It was late in the afternoon when the prosecution rested its case and court adjourned until the following morning. The state's attorney had not had so very much evidence to offer, really—the testimony of one who heard the single shot and ran in at Rankin's door to find Rankin upon the floor, about dead, with a pistol, unfired, in his hand and Tandy standing against the wall with a pistol, fired, in his; the constable to whom Tandy surrendered; the physician who examined the body; the persons who knew of the quarrel between Tandy and Rankin growing out of a land deal into which they had gone partners—not much, but enough for Gilliam's purposes. Once in the midst of examining a witness the state's attorney, seemingly by accident, let his look fall upon the two black-robed, silent figures at his side, and as though overcome by the sudden realization of a great grief, he faltered and stopped dead and sank down. It was an old trick, but well done, and a little humming murmur like a breeze coming through treetops swept the audience.
Durham was sick in his soul as he came away.

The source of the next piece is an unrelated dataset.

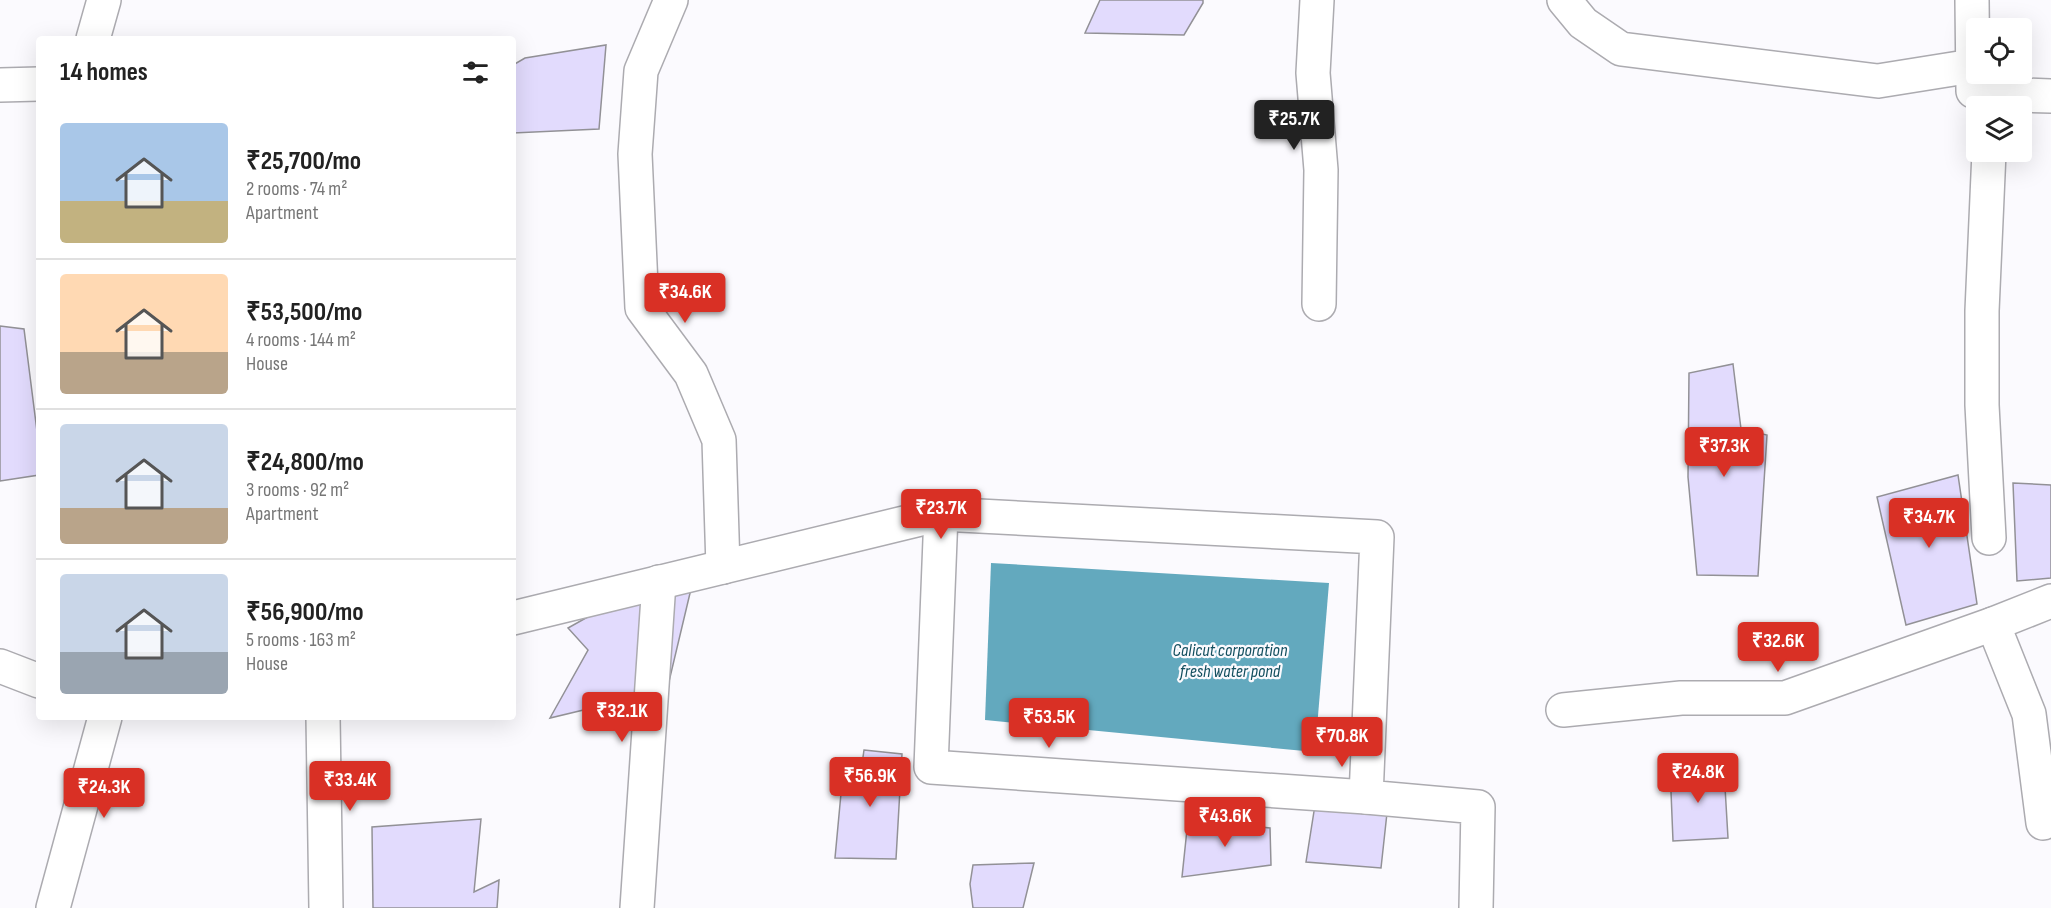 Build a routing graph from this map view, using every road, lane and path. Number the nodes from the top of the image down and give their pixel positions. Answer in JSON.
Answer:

In his mind there stood the picture of a little, scared woman's drawn, drenched face. She had started crying before the last juror was chosen and thereafter all day, at half-minute intervals, the big, hard sobs racked her. As Durham came down the steps he had almost to shove his way through a knot of natives outside the doors. They grudged him the path they made for him, and as he showed them his back he heard a snicker and some one said a thing that cut him where he was already bruised—in his egotism. But he gave no heed to the words. What was the use?
At the Drummers' Home Hotel a darky waiter sustained a profound shock when the imported lawyer declined the fried beefsteak with fried potatoes and also the fried ham and eggs. Mastering his surprise the waiter offered to try to get the Northern gentleman a fried pork chop and some fried June apples, but Durham only wanted a glass of milk for his supper. He drank it and smoked a cigar, and about dusk he went upstairs to his room. There he found assembled the forlorn rank and file of the defense, the local lawyer and three character witnesses—prominent citizens from Tandy's home town who were to testify to his good repute in the place where he was born and reared. These would be the only witnesses, except Tandy himself, that Durham meant to call. One of them was a bustling little man named Felsburg, a clothing merchant, and one was Colonel Quigley, a banker and an ex-mayor, and the third was a Judge Priest, who sat on a circuit-court bench back in Kentucky. In contrast to his size, which was considerable, this Judge Priest had a voice that was high and whiny. He also had the trick, common to many men in politics in his part of the South, of being purposely ungrammatical at times.
This mannerism led a lot of people into thinking that the judge must be an uneducated man—until they heard him charging a jury or reading one of his rulings. The judge had other peculiarities. In conversation he nearly always called men younger than himself, son. He drank a little bit too much sometimes; and nobody had ever beaten him for any office he coveted. Durham didn't know what to make of this old judge—sometimes he seemed simple-minded to the point of childishness almost.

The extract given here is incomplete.